» EXERCISE MATERIALS:
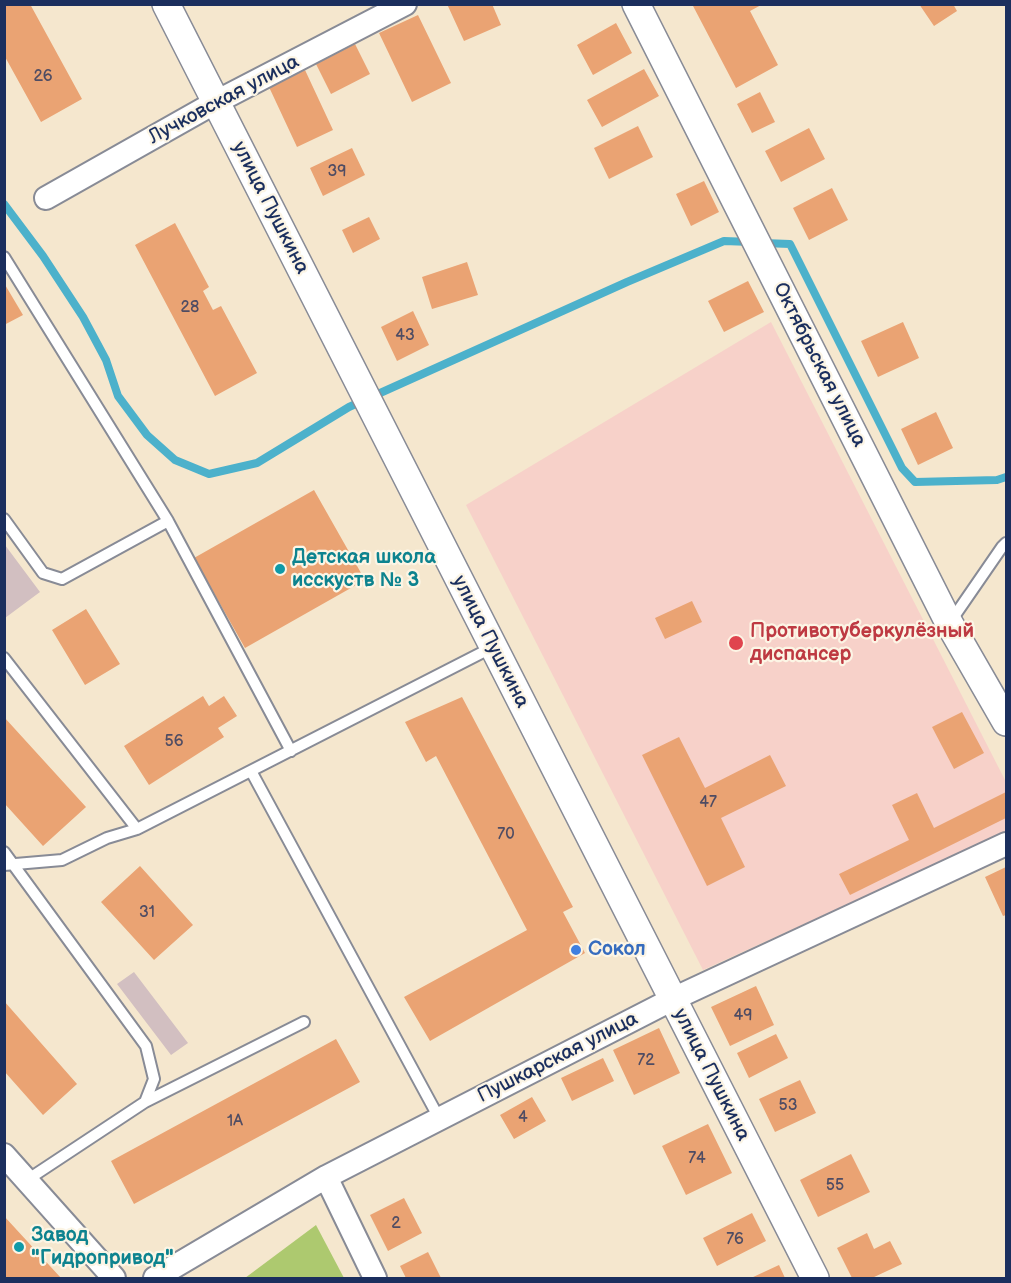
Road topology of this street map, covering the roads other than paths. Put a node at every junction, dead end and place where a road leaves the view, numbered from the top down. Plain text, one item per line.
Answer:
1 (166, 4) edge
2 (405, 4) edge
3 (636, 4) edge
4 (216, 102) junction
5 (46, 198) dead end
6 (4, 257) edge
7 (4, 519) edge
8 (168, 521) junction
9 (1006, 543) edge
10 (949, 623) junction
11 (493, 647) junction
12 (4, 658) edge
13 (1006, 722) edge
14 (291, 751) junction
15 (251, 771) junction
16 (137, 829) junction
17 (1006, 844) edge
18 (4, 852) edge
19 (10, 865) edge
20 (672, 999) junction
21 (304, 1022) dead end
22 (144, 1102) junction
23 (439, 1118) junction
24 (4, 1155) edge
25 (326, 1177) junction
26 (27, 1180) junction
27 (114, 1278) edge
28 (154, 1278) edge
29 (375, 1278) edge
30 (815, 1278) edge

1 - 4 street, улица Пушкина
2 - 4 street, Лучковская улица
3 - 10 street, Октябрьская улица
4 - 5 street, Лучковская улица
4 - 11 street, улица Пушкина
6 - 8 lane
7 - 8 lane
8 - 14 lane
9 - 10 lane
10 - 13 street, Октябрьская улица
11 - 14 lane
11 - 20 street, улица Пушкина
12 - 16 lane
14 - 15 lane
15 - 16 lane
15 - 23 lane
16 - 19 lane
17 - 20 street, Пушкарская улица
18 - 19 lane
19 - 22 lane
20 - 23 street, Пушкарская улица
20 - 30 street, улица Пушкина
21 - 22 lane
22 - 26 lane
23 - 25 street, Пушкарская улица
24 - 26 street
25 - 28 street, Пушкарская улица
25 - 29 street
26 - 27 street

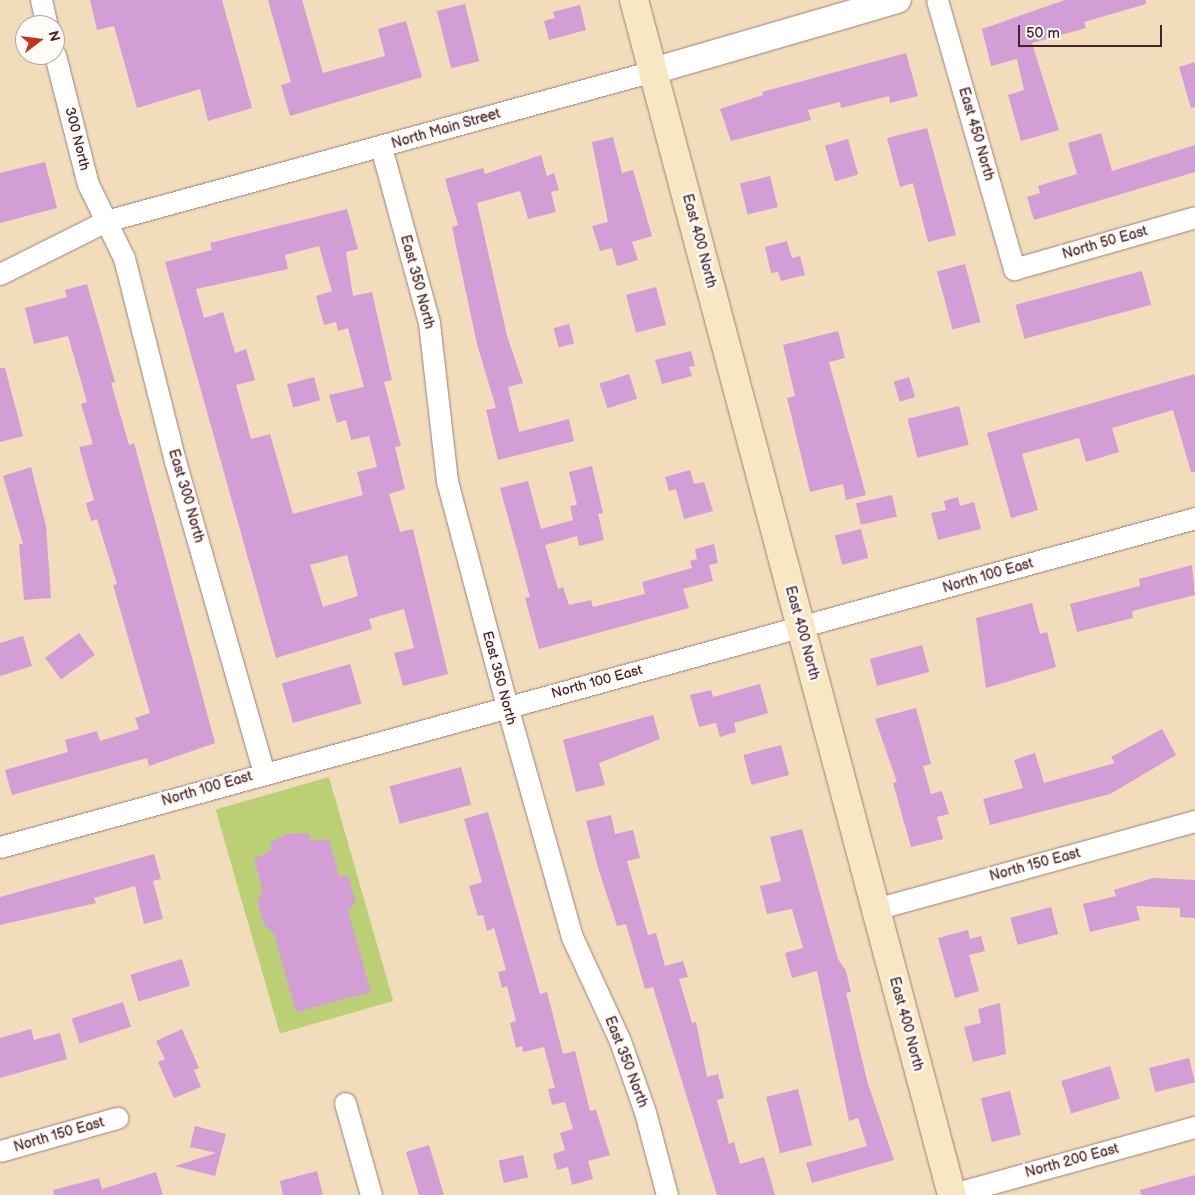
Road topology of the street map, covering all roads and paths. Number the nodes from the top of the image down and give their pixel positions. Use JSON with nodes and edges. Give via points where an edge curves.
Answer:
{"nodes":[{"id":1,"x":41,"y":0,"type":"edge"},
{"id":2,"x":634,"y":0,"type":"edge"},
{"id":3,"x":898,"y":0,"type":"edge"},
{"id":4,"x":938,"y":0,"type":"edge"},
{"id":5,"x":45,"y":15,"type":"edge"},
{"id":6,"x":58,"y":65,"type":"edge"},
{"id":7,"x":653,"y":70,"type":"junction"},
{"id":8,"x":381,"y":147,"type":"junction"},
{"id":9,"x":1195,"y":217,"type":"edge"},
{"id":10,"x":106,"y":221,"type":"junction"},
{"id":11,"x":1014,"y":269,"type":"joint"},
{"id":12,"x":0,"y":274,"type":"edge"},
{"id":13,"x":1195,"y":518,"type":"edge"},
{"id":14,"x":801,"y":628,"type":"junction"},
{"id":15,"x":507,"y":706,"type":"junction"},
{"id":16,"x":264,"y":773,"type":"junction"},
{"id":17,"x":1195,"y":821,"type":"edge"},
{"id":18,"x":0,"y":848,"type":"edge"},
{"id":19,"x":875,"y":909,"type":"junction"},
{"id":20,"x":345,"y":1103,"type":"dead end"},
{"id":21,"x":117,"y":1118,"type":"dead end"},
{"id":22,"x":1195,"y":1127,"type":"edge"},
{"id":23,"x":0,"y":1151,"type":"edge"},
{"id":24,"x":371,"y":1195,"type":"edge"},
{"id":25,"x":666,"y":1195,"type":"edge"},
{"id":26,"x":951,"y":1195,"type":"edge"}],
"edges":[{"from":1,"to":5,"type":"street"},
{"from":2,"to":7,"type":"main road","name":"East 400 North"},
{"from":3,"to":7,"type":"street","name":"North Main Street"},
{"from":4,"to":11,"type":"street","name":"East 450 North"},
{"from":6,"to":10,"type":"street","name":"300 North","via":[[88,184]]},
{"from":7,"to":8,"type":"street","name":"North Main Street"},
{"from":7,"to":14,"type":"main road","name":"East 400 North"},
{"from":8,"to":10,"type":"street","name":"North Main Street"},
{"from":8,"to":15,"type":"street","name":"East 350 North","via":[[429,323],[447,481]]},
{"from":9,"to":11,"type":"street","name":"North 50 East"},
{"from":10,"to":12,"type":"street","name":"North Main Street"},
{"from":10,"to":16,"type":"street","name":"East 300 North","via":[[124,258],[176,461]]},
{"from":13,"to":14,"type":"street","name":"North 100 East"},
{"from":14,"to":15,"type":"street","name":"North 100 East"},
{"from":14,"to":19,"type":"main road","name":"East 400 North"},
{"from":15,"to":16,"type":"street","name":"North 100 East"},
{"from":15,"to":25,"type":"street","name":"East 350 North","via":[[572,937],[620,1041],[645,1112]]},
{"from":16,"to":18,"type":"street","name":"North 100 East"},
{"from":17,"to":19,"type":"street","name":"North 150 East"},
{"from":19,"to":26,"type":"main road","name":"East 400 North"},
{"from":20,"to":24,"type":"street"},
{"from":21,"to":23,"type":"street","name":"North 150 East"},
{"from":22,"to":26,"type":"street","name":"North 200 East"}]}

» THE TASK: All lines that contain the word "улица" must be copied from the records above.

» ANSWER:
1 - 4 street, улица Пушкина
2 - 4 street, Лучковская улица
3 - 10 street, Октябрьская улица
4 - 5 street, Лучковская улица
4 - 11 street, улица Пушкина
10 - 13 street, Октябрьская улица
11 - 20 street, улица Пушкина
17 - 20 street, Пушкарская улица
20 - 23 street, Пушкарская улица
20 - 30 street, улица Пушкина
23 - 25 street, Пушкарская улица
25 - 28 street, Пушкарская улица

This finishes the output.